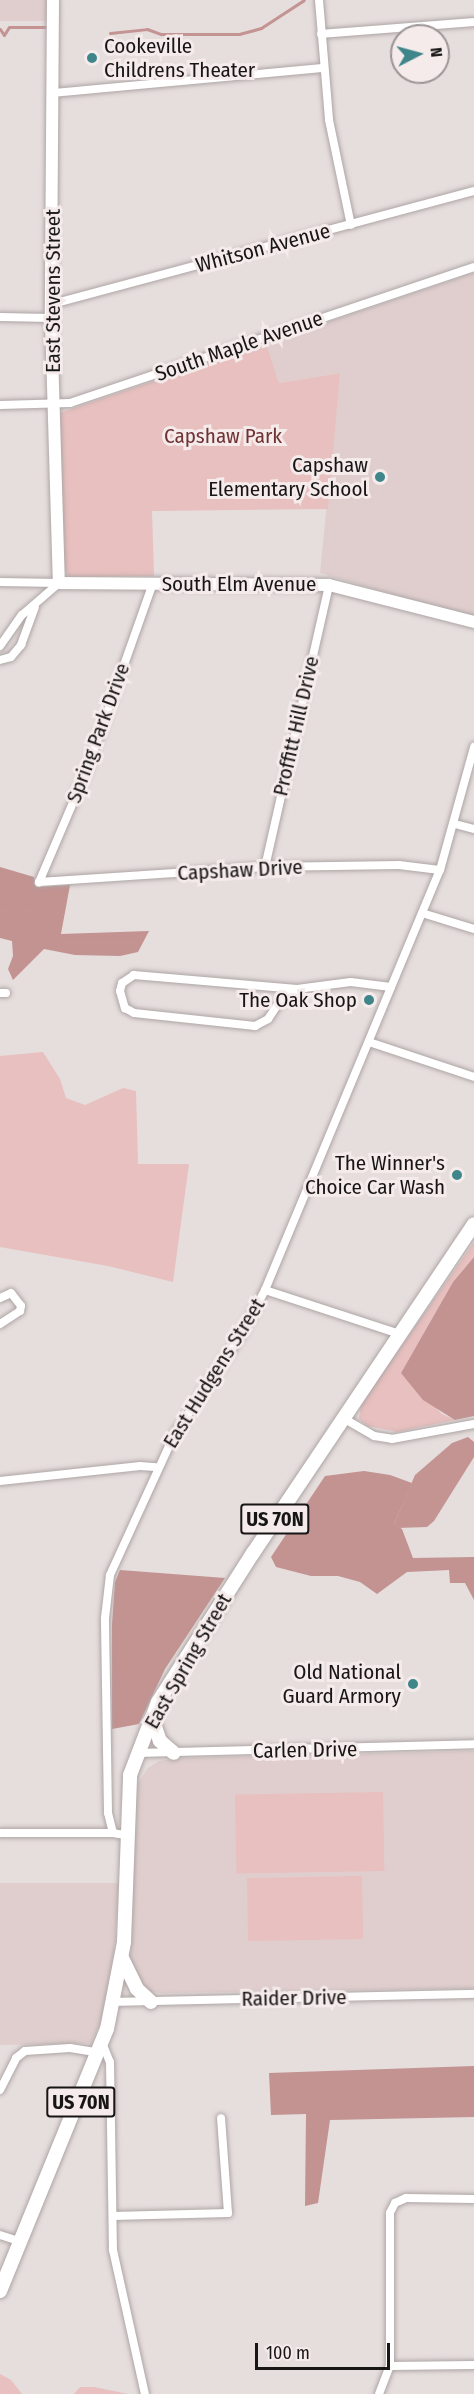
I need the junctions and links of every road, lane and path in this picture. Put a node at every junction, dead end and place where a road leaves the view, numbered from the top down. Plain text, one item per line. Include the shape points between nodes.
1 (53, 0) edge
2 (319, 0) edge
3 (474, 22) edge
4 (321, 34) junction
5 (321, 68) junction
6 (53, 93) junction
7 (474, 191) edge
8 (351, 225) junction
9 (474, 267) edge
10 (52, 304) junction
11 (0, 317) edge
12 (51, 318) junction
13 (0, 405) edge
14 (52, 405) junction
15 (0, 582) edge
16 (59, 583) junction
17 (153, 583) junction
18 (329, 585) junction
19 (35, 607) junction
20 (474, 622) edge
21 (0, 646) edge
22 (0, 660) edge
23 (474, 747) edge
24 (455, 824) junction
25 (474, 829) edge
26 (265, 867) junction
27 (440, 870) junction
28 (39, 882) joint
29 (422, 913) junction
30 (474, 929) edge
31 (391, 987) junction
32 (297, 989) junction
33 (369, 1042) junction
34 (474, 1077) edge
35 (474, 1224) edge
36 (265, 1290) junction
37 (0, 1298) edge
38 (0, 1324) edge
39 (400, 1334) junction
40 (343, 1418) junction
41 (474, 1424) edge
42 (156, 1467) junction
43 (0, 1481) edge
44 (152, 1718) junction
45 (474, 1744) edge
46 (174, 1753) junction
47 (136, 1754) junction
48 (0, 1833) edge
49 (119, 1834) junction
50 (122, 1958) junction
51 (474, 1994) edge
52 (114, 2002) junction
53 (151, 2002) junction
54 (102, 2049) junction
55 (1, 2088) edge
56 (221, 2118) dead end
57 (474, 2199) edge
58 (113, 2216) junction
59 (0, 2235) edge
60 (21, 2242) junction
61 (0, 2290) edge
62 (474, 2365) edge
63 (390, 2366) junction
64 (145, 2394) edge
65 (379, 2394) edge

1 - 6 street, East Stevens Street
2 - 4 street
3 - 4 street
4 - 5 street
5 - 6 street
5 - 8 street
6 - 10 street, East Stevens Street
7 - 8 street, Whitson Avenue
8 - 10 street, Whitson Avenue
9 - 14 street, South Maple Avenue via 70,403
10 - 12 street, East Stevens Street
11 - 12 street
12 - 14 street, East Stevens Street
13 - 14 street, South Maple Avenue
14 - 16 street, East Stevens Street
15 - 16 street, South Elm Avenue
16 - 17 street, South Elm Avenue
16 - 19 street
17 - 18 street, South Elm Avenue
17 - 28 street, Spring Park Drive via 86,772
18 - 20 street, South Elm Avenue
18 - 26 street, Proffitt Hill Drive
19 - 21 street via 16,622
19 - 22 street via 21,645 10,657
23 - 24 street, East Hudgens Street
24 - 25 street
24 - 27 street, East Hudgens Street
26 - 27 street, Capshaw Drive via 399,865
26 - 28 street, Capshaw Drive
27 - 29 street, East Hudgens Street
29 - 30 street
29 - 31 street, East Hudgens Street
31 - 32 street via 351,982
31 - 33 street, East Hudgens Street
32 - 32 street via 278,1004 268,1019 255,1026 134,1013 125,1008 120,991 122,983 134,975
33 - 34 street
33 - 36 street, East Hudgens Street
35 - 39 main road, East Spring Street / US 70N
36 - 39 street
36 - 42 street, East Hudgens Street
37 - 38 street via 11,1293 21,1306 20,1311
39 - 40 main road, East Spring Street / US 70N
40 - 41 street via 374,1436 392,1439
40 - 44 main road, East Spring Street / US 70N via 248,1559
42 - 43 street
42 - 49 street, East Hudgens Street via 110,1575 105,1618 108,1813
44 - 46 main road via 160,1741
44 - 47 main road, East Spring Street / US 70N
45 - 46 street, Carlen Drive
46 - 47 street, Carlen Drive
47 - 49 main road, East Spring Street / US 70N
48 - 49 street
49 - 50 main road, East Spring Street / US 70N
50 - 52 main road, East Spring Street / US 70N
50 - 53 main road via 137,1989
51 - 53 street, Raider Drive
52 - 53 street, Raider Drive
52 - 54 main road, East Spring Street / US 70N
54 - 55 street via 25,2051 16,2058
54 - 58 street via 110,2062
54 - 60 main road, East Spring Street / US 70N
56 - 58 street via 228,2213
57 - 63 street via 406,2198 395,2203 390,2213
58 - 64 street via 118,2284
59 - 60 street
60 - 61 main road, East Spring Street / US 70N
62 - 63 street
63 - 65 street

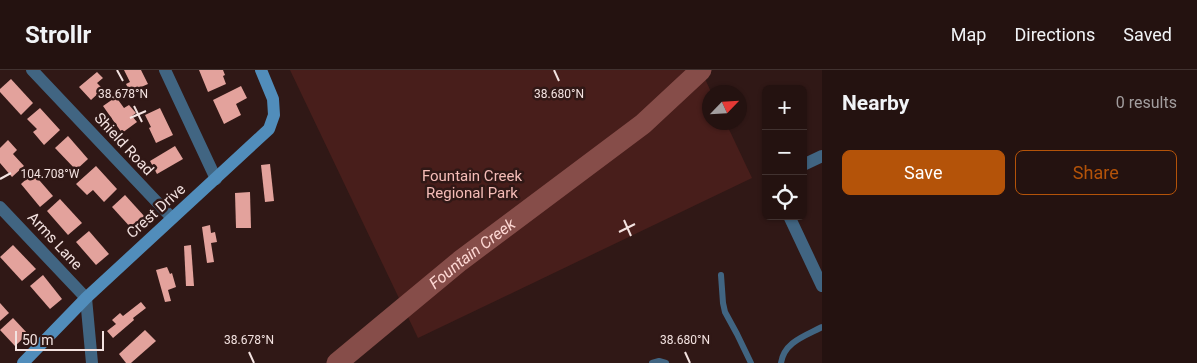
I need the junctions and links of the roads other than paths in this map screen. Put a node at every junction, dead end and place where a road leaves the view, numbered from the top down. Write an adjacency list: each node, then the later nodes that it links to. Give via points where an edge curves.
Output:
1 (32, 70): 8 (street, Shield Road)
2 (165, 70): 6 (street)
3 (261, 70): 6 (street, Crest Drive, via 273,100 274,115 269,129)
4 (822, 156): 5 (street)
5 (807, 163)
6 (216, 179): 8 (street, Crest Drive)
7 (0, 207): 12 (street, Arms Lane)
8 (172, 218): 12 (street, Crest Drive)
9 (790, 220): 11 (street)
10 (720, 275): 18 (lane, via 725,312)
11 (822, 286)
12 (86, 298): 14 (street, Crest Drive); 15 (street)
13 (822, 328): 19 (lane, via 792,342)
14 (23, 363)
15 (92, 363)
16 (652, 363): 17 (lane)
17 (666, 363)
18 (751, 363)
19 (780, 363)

= What the task requires =
Take every entry and repeat it verbatim, minus the pictures.

= Answer space =
I need the junctions and links of every road, lane and path in this picture. Put a node at every junction, dead end and place where a road leaves the view, numbered from the top down. Plain text, one item per line. Include the shape points between nodes.
1 (53, 0) edge
2 (319, 0) edge
3 (474, 22) edge
4 (321, 34) junction
5 (321, 68) junction
6 (53, 93) junction
7 (474, 191) edge
8 (351, 225) junction
9 (474, 267) edge
10 (52, 304) junction
11 (0, 317) edge
12 (51, 318) junction
13 (0, 405) edge
14 (52, 405) junction
15 (0, 582) edge
16 (59, 583) junction
17 (153, 583) junction
18 (329, 585) junction
19 (35, 607) junction
20 (474, 622) edge
21 (0, 646) edge
22 (0, 660) edge
23 (474, 747) edge
24 (455, 824) junction
25 (474, 829) edge
26 (265, 867) junction
27 (440, 870) junction
28 (39, 882) joint
29 (422, 913) junction
30 (474, 929) edge
31 (391, 987) junction
32 (297, 989) junction
33 (369, 1042) junction
34 (474, 1077) edge
35 (474, 1224) edge
36 (265, 1290) junction
37 (0, 1298) edge
38 (0, 1324) edge
39 (400, 1334) junction
40 (343, 1418) junction
41 (474, 1424) edge
42 (156, 1467) junction
43 (0, 1481) edge
44 (152, 1718) junction
45 (474, 1744) edge
46 (174, 1753) junction
47 (136, 1754) junction
48 (0, 1833) edge
49 (119, 1834) junction
50 (122, 1958) junction
51 (474, 1994) edge
52 (114, 2002) junction
53 (151, 2002) junction
54 (102, 2049) junction
55 (1, 2088) edge
56 (221, 2118) dead end
57 (474, 2199) edge
58 (113, 2216) junction
59 (0, 2235) edge
60 (21, 2242) junction
61 (0, 2290) edge
62 (474, 2365) edge
63 (390, 2366) junction
64 (145, 2394) edge
65 (379, 2394) edge

1 - 6 street, East Stevens Street
2 - 4 street
3 - 4 street
4 - 5 street
5 - 6 street
5 - 8 street
6 - 10 street, East Stevens Street
7 - 8 street, Whitson Avenue
8 - 10 street, Whitson Avenue
9 - 14 street, South Maple Avenue via 70,403
10 - 12 street, East Stevens Street
11 - 12 street
12 - 14 street, East Stevens Street
13 - 14 street, South Maple Avenue
14 - 16 street, East Stevens Street
15 - 16 street, South Elm Avenue
16 - 17 street, South Elm Avenue
16 - 19 street
17 - 18 street, South Elm Avenue
17 - 28 street, Spring Park Drive via 86,772
18 - 20 street, South Elm Avenue
18 - 26 street, Proffitt Hill Drive
19 - 21 street via 16,622
19 - 22 street via 21,645 10,657
23 - 24 street, East Hudgens Street
24 - 25 street
24 - 27 street, East Hudgens Street
26 - 27 street, Capshaw Drive via 399,865
26 - 28 street, Capshaw Drive
27 - 29 street, East Hudgens Street
29 - 30 street
29 - 31 street, East Hudgens Street
31 - 32 street via 351,982
31 - 33 street, East Hudgens Street
32 - 32 street via 278,1004 268,1019 255,1026 134,1013 125,1008 120,991 122,983 134,975
33 - 34 street
33 - 36 street, East Hudgens Street
35 - 39 main road, East Spring Street / US 70N
36 - 39 street
36 - 42 street, East Hudgens Street
37 - 38 street via 11,1293 21,1306 20,1311
39 - 40 main road, East Spring Street / US 70N
40 - 41 street via 374,1436 392,1439
40 - 44 main road, East Spring Street / US 70N via 248,1559
42 - 43 street
42 - 49 street, East Hudgens Street via 110,1575 105,1618 108,1813
44 - 46 main road via 160,1741
44 - 47 main road, East Spring Street / US 70N
45 - 46 street, Carlen Drive
46 - 47 street, Carlen Drive
47 - 49 main road, East Spring Street / US 70N
48 - 49 street
49 - 50 main road, East Spring Street / US 70N
50 - 52 main road, East Spring Street / US 70N
50 - 53 main road via 137,1989
51 - 53 street, Raider Drive
52 - 53 street, Raider Drive
52 - 54 main road, East Spring Street / US 70N
54 - 55 street via 25,2051 16,2058
54 - 58 street via 110,2062
54 - 60 main road, East Spring Street / US 70N
56 - 58 street via 228,2213
57 - 63 street via 406,2198 395,2203 390,2213
58 - 64 street via 118,2284
59 - 60 street
60 - 61 main road, East Spring Street / US 70N
62 - 63 street
63 - 65 street

I need the junctions and links of the roads other than paths in this map screen. Put a node at every junction, dead end and place where a road leaves the view, numbered from the top down. Write an adjacency list: each node, then the later nodes that it links to. Give via points where an edge curves.
Output:
1 (32, 70): 8 (street, Shield Road)
2 (165, 70): 6 (street)
3 (261, 70): 6 (street, Crest Drive, via 273,100 274,115 269,129)
4 (822, 156): 5 (street)
5 (807, 163)
6 (216, 179): 8 (street, Crest Drive)
7 (0, 207): 12 (street, Arms Lane)
8 (172, 218): 12 (street, Crest Drive)
9 (790, 220): 11 (street)
10 (720, 275): 18 (lane, via 725,312)
11 (822, 286)
12 (86, 298): 14 (street, Crest Drive); 15 (street)
13 (822, 328): 19 (lane, via 792,342)
14 (23, 363)
15 (92, 363)
16 (652, 363): 17 (lane)
17 (666, 363)
18 (751, 363)
19 (780, 363)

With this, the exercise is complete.